Survey: Trucking execs optimistic about the future

By Tyson Fisher, Land Line staff writer | Thursday, January 08, 2015

The vast majority of trucking company executives expect to be paying more in drivers’ wages in 2015, according to the Transport Capital Partners’ Business Expectations Survey.

After surveying executives of both large and small carriers, TCP – in conjunction with Americas Commercial Transportation Research, Co. – compiled stats in various categories including rate trends, wages, drivers and future volume expectations. Small carriers were defined as those with annual revenue below $25 million, with large carriers having revenue exceeding $25 million. Approximately 37 percent of executives surveyed owned small carriers.

Approximately 55 percent of those surveyed expect driver wages to increase 0-5 percent in the next 12 months, with 40 percent expecting a higher increase of 6-10 percent. Less than 10 percent expect no change or any kind of decrease. Small carriers were more optimistic about a 0-5 percent increase, whereas large carriers were more likely to project increases in the 6-10 percent range.

Most executives expect rates to increase in the next 12 months. However, optimism was much higher with large carriers having 91 percent expecting rates to increase compared with only 70 percent of small carrier owners. Despite a disparity in opinions of future rates, an overwhelming majority of all carrier owners reported an increase in rates in the last three months. Very few experienced any kind of decrease.

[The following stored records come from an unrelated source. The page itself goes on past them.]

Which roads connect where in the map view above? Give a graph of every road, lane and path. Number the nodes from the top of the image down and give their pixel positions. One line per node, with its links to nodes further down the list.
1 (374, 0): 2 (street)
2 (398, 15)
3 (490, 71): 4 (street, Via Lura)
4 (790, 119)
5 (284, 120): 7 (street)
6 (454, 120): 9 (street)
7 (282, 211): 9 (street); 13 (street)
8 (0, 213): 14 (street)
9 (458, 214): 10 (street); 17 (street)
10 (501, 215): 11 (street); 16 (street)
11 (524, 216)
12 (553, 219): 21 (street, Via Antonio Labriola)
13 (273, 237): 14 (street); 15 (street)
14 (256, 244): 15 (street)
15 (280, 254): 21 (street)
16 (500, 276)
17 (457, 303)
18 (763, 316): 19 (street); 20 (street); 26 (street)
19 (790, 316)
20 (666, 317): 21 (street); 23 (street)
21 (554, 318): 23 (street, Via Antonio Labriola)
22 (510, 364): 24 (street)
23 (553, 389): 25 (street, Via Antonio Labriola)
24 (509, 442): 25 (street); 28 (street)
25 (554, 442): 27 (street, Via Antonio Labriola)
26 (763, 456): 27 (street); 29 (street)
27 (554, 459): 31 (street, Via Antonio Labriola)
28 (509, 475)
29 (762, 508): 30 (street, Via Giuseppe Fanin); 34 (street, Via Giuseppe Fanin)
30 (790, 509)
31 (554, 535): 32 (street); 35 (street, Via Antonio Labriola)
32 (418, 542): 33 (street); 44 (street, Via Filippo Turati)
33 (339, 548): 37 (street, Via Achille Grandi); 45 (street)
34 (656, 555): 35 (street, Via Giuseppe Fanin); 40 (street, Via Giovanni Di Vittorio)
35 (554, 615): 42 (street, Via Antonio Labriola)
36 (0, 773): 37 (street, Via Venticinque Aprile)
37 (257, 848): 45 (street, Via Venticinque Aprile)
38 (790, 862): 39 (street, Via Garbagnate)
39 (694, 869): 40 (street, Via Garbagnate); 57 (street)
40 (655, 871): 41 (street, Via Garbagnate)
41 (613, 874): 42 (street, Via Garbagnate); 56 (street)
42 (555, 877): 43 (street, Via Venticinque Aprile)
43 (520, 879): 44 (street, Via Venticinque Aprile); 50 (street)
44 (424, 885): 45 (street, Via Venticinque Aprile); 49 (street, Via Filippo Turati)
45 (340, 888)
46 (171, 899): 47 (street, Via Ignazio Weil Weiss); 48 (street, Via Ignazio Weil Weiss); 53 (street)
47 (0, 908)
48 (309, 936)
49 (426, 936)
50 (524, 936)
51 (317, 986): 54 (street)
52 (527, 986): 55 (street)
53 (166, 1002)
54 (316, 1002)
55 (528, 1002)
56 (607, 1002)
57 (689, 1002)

In terms of capacity, 40 percent planned to add capacity at a rate of 1-5 percent, and 25 percent expect to increase capacity 6-10 percent. A quarter of those surveyed reported that they have no plans of increasing capacity in 2015. Large carriers were more likely to not add capacity and were less likely to add 6-10 percent when compared to small carriers.

There may be plenty of room to negotiate, according to survey results. Executives were asked if they expect to renegotiate any of the following accessorials – detention time, fuel surcharges, quicker payment schedules, miles paid, other charges – or if they had no plans for any kind of renegotiations. Nearly 70 percent were open to renegotiating detention time, the highest percentage of all categories. Fuel surcharges and quicker payments were at the bottom of the list at less than 30 percent planning to renegotiate those areas.

Inexperienced drivers may have something to look forward to in the future as well. More than 80 percent of the executives polled support allowing younger, properly trained drivers to enter the work force as a way of attracting new drivers. Also, 64 percent would be interested in hiring inexperienced, entry-level drivers and training them. Large carriers were more likely to hire inexperienced drivers at 70 percent with only 54 percent of small carriers having an interest. About a third of all carriers reported that they currently employ inexperienced drivers.

Despite all of the optimism, only 33 percent of carrier executives reported “Yes” when asked if trucking is starting to be fun again. A little more than 10 percent said flat out “No,” and the remaining 55 percent replied with “Some days.” Large carriers were twice as likely to believe trucking is fun again compared to small carriers.